Search the material below for the word "graph". Copy every line where it is found.

TASK INPUTS:
***

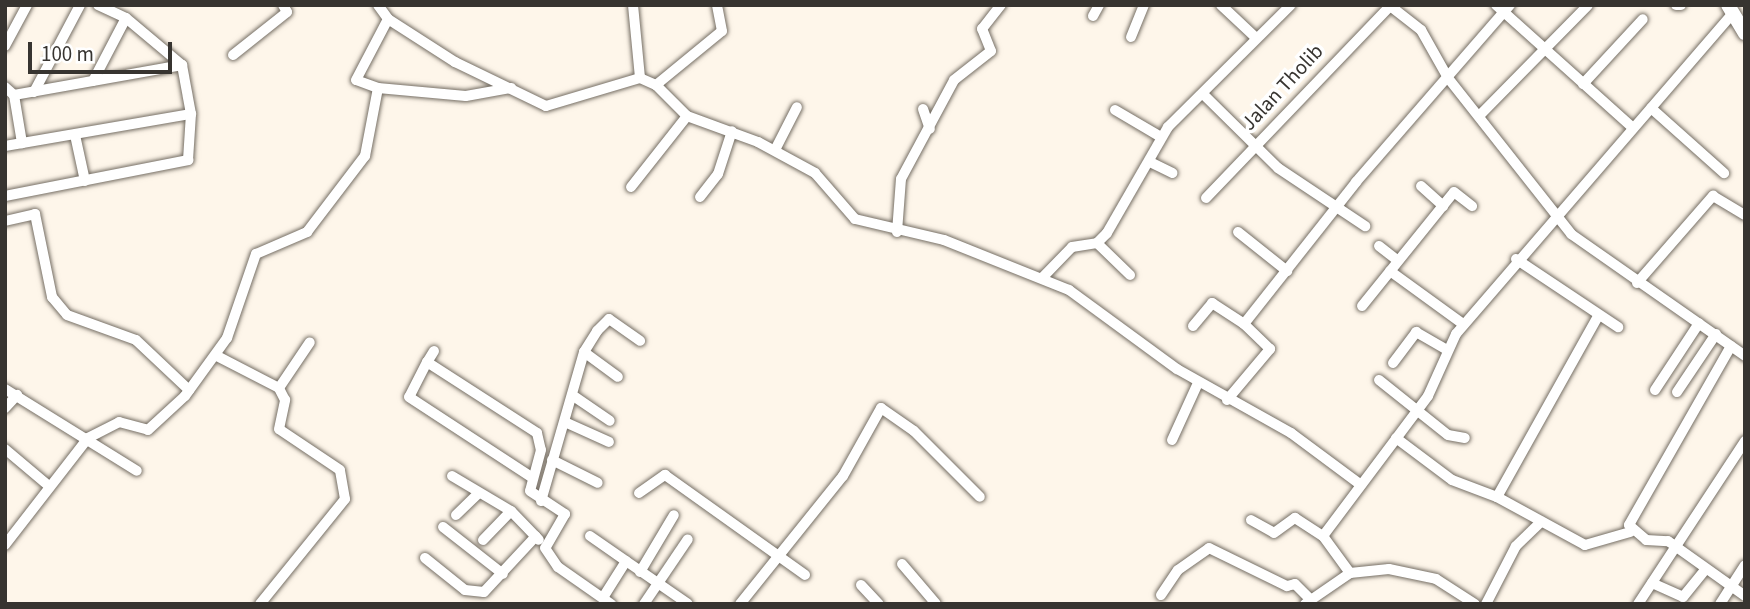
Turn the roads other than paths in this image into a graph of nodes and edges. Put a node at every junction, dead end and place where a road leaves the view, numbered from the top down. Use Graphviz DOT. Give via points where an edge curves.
graph roads {
  1 [pos="27,5"];
  2 [pos="80,5"];
  3 [pos="98,5"];
  4 [pos="283,5"];
  5 [pos="378,5"];
  6 [pos="634,5"];
  7 [pos="717,5"];
  8 [pos="1001,5"];
  9 [pos="1144,5"];
  10 [pos="1221,5"];
  11 [pos="1291,5"];
  12 [pos="1588,5"];
  13 [pos="1389,6"];
  14 [pos="1503,8"];
  15 [pos="1731,9"];
  16 [pos="126,18"];
  17 [pos="388,19"];
  18 [pos="1643,19"];
  19 [pos="1745,33"];
  20 [pos="1131,37"];
  21 [pos="1255,37"];
  22 [pos="5,46"];
  23 [pos="1542,49"];
  24 [pos="233,55"];
  25 [pos="182,65"];
  26 [pos="640,78"];
  27 [pos="1448,78"];
  28 [pos="93,81"];
  29 [pos="1583,84"];
  30 [pos="656,85"];
  31 [pos="5,87"];
  32 [pos="378,88"];
  33 [pos="511,88"];
  34 [pos="34,92"];
  35 [pos="1204,95"];
  36 [pos="11,103"];
  37 [pos="797,107"];
  38 [pos="1651,108"];
  39 [pos="923,109"];
  40 [pos="1115,110"];
  41 [pos="191,114"];
  42 [pos="1480,115"];
  43 [pos="687,116"];
  44 [pos="1632,127"];
  45 [pos="930,129"];
  46 [pos="732,131"];
  47 [pos="75,135"];
  48 [pos="1161,137"];
  49 [pos="22,143"];
  50 [pos="1253,145"];
  51 [pos="5,146"];
  52 [pos="775,150"];
  53 [pos="1150,162"];
  54 [pos="1173,173"];
  55 [pos="1724,173"];
  56 [pos="85,181"];
  57 [pos="1421,186"];
  58 [pos="631,187"];
  59 [pos="5,196"];
  60 [pos="700,197"];
  61 [pos="1206,198"];
  62 [pos="1336,206"];
  63 [pos="1443,206"];
  64 [pos="1472,206"];
  65 [pos="1745,215"];
  66 [pos="1555,218"];
  67 [pos="5,221"];
  68 [pos="1365,226"];
  69 [pos="897,232"];
  70 [pos="1238,232"];
  71 [pos="1097,243"];
  72 [pos="1379,246"];
  73 [pos="1516,259"];
  74 [pos="1397,260"];
  75 [pos="1287,271"];
  76 [pos="1390,271"];
  77 [pos="1130,275"];
  78 [pos="1042,278"];
  79 [pos="1637,284"];
  80 [pos="1362,306"];
  81 [pos="1598,316"];
  82 [pos="1699,323"];
  83 [pos="1244,324"];
  84 [pos="1463,324"];
  85 [pos="1193,326"];
  86 [pos="1618,327"];
  87 [pos="1716,334"];
  88 [pos="640,341"];
  89 [pos="310,342"];
  90 [pos="1731,346"];
  91 [pos="1447,350"];
  92 [pos="434,351"];
  93 [pos="584,352"];
  94 [pos="217,356"];
  95 [pos="1745,356"];
  96 [pos="427,362"];
  97 [pos="1393,363"];
  98 [pos="618,377"];
  99 [pos="1380,380"];
  100 [pos="1198,383"];
  101 [pos="279,388"];
  102 [pos="5,389"];
  103 [pos="189,390"];
  104 [pos="1655,390"];
  105 [pos="1677,392"];
  106 [pos="17,395"];
  107 [pos="575,397"];
  108 [pos="1227,400"];
  109 [pos="5,408"];
  110 [pos="1417,409"];
  111 [pos="610,421"];
  112 [pos="566,423"];
  113 [pos="88,438"];
  114 [pos="1395,438"];
  115 [pos="1465,438"];
  116 [pos="1172,440"];
  117 [pos="1745,440"];
  118 [pos="608,442"];
  119 [pos="5,449"];
  120 [pos="552,460"];
  121 [pos="137,471"];
  122 [pos="452,476"];
  123 [pos="533,478"];
  124 [pos="598,483"];
  125 [pos="1361,485"];
  126 [pos="49,486"];
  127 [pos="639,493"];
  128 [pos="478,494"];
  129 [pos="1497,496"];
  130 [pos="980,497"];
  131 [pos="541,500"];
  132 [pos="511,511"];
  133 [pos="456,515"];
  134 [pos="674,515"];
  135 [pos="1251,520"];
  136 [pos="1541,522"];
  137 [pos="443,527"];
  138 [pos="1630,532"];
  139 [pos="536,536"];
  140 [pos="590,536"];
  141 [pos="1323,536"];
  142 [pos="688,539"];
  143 [pos="483,540"];
  144 [pos="5,545"];
  145 [pos="545,548"];
  146 [pos="1675,548"];
  147 [pos="425,558"];
  148 [pos="779,558"];
  149 [pos="626,561"];
  150 [pos="902,564"];
  151 [pos="1745,565"];
  152 [pos="1706,569"];
  153 [pos="640,572"];
  154 [pos="1350,573"];
  155 [pos="503,574"];
  156 [pos="804,575"];
  157 [pos="657,582"];
  158 [pos="1652,583"];
  159 [pos="861,585"];
  160 [pos="1730,587"];
  161 [pos="1161,595"];
  162 [pos="1745,596"];
  163 [pos="607,600"];
  164 [pos="1307,601"];
  165 [pos="260,604"];
  166 [pos="644,604"];
  167 [pos="688,604"];
  168 [pos="740,604"];
  169 [pos="879,604"];
  170 [pos="936,604"];
  171 [pos="1475,604"];
  172 [pos="1486,604"];
  173 [pos="1638,604"];
  174 [pos="1720,604"];
  1 -- 22 [label="street"];
  2 -- 34 [label="street"];
  3 -- 16 [label="street"];
  4 -- 24 [label="street" via="287,12"];
  5 -- 17 [label="street"];
  6 -- 26 [label="street"];
  7 -- 30 [label="street" via="722,31"];
  8 -- 45 [label="street" via="982,29 991,51 957,76"];
  9 -- 20 [label="street"];
  10 -- 21 [label="street"];
  11 -- 21 [label="street"];
  12 -- 23 [label="street"];
  13 -- 27 [label="street" via="1421,30"];
  13 -- 50 [label="street, Jalan Tholib"];
  14 -- 23 [label="street"];
  14 -- 27 [label="street"];
  15 -- 19 [label="street"];
  15 -- 38 [label="street"];
  16 -- 25 [label="street"];
  16 -- 28 [label="street"];
  17 -- 32 [label="street" via="356,80"];
  17 -- 33 [label="street"];
  18 -- 29 [label="street"];
  21 -- 35 [label="street"];
  23 -- 29 [label="street"];
  23 -- 42 [label="street"];
  25 -- 28 [label="street"];
  25 -- 41 [label="street"];
  26 -- 30 [label="street"];
  26 -- 33 [label="street" via="551,106"];
  27 -- 42 [label="street"];
  27 -- 62 [label="street"];
  28 -- 34 [label="street"];
  29 -- 44 [label="street"];
  30 -- 43 [label="street"];
  31 -- 36 [label="street"];
  32 -- 33 [label="street" via="466,96"];
  32 -- 94 [label="street" via="365,156 307,232 256,254"];
  34 -- 36 [label="street"];
  35 -- 48 [label="street"];
  35 -- 50 [label="street"];
  36 -- 49 [label="street"];
  37 -- 52 [label="street"];
  38 -- 44 [label="street"];
  38 -- 55 [label="street"];
  39 -- 45 [label="street"];
  40 -- 48 [label="street"];
  41 -- 47 [label="street"];
  41 -- 56 [label="street" via="184,163"];
  42 -- 66 [label="street"];
  43 -- 46 [label="street"];
  43 -- 58 [label="street"];
  44 -- 66 [label="street"];
  45 -- 69 [label="street" via="901,179"];
  46 -- 52 [label="street"];
  46 -- 60 [label="street" via="718,174"];
  47 -- 49 [label="street"];
  47 -- 56 [label="street"];
  48 -- 53 [label="street"];
  49 -- 51 [label="street"];
  50 -- 61 [label="street, Jalan Tholib"];
  50 -- 62 [label="street"];
  52 -- 69 [label="street" via="826,181 855,219"];
  53 -- 54 [label="street"];
  53 -- 71 [label="street" via="1124,212"];
  56 -- 59 [label="street"];
  57 -- 63 [label="street"];
  62 -- 68 [label="street"];
  62 -- 75 [label="street"];
  63 -- 64 [label="street" via="1454,192"];
  63 -- 74 [label="street"];
  65 -- 79 [label="street" via="1713,196"];
  66 -- 73 [label="street"];
  66 -- 79 [label="street"];
  67 -- 103 [label="street" via="35,214 52,297 67,316 136,340"];
  69 -- 78 [label="street" via="944,240"];
  70 -- 75 [label="street"];
  71 -- 77 [label="street"];
  71 -- 78 [label="street" via="1072,247"];
  72 -- 74 [label="street"];
  73 -- 81 [label="street"];
  73 -- 84 [label="street"];
  74 -- 76 [label="street"];
  75 -- 83 [label="street"];
  76 -- 80 [label="street"];
  76 -- 84 [label="street"];
  78 -- 100 [label="street" via="1083,299"];
  79 -- 82 [label="street"];
  81 -- 86 [label="street"];
  81 -- 129 [label="street"];
  82 -- 87 [label="street"];
  82 -- 104 [label="street"];
  83 -- 85 [label="street" via="1213,303"];
  83 -- 108 [label="street" via="1270,349"];
  84 -- 91 [label="street"];
  87 -- 90 [label="street"];
  87 -- 105 [label="street"];
  88 -- 93 [label="street" via="606,319"];
  89 -- 101 [label="street"];
  90 -- 95 [label="street"];
  90 -- 138 [label="street" via="1630,514"];
  91 -- 97 [label="street" via="1416,332"];
  91 -- 110 [label="street"];
  92 -- 96 [label="street"];
  93 -- 98 [label="street"];
  93 -- 107 [label="street"];
  94 -- 101 [label="street"];
  94 -- 103 [label="street"];
  96 -- 123 [label="street" via="537,433 541,450"];
  96 -- 123 [label="street" via="409,397"];
  99 -- 110 [label="street"];
  100 -- 108 [label="street"];
  100 -- 116 [label="street"];
  101 -- 165 [label="street" via="281,435 340,470 347,485 345,499"];
  102 -- 106 [label="street"];
  103 -- 113 [label="street" via="152,429 119,422"];
  106 -- 109 [label="street"];
  106 -- 113 [label="street"];
  107 -- 111 [label="street"];
  107 -- 112 [label="street"];
  108 -- 125 [label="street" via="1290,433"];
  110 -- 114 [label="street"];
  110 -- 115 [label="street" via="1448,435"];
  112 -- 118 [label="street"];
  112 -- 120 [label="street"];
  113 -- 121 [label="street"];
  113 -- 126 [label="street"];
  114 -- 125 [label="street"];
  114 -- 129 [label="street" via="1452,480"];
  117 -- 146 [label="street"];
  119 -- 126 [label="street"];
  120 -- 124 [label="street"];
  120 -- 131 [label="street"];
  122 -- 128 [label="street"];
  123 -- 131 [label="street" via="530,491"];
  125 -- 141 [label="street"];
  126 -- 144 [label="street"];
  127 -- 148 [label="street" via="665,475"];
  128 -- 132 [label="street"];
  128 -- 133 [label="street"];
  129 -- 136 [label="street"];
  130 -- 148 [label="street" via="914,431 881,408 843,476"];
  131 -- 145 [label="street" via="565,514"];
  132 -- 139 [label="street"];
  132 -- 143 [label="street"];
  134 -- 153 [label="street"];
  135 -- 141 [label="street" via="1274,533 1295,518"];
  136 -- 138 [label="street" via="1585,545"];
  136 -- 172 [label="street" via="1516,546"];
  137 -- 155 [label="street"];
  138 -- 146 [label="street"];
  139 -- 145 [label="street"];
  139 -- 155 [label="street"];
  140 -- 149 [label="street"];
  141 -- 154 [label="street"];
  142 -- 157 [label="street"];
  145 -- 163 [label="street" via="558,567"];
  146 -- 152 [label="street"];
  146 -- 158 [label="street"];
  147 -- 155 [label="street" via="466,590 484,592"];
  148 -- 156 [label="street"];
  148 -- 168 [label="street"];
  149 -- 153 [label="street"];
  149 -- 163 [label="street"];
  150 -- 170 [label="street"];
  151 -- 160 [label="street"];
  152 -- 158 [label="street" via="1683,597"];
  152 -- 160 [label="street"];
  153 -- 157 [label="street"];
  154 -- 164 [label="street"];
  154 -- 171 [label="street" via="1424,574"];
  157 -- 166 [label="street"];
  157 -- 167 [label="street"];
  158 -- 173 [label="street"];
  159 -- 169 [label="street"];
  160 -- 162 [label="street"];
  160 -- 174 [label="street"];
  161 -- 164 [label="street" via="1178,570 1209,548 1287,586 1296,584"];
}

***

WRITTEN RESPONSE:
Turn the roads other than paths in this image into a graph of nodes and edges. Put a node at every junction, dead end and place where a road leaves the view, numbered from the top down. Use Graphviz DOT. Give via points where an edge curves.
graph roads {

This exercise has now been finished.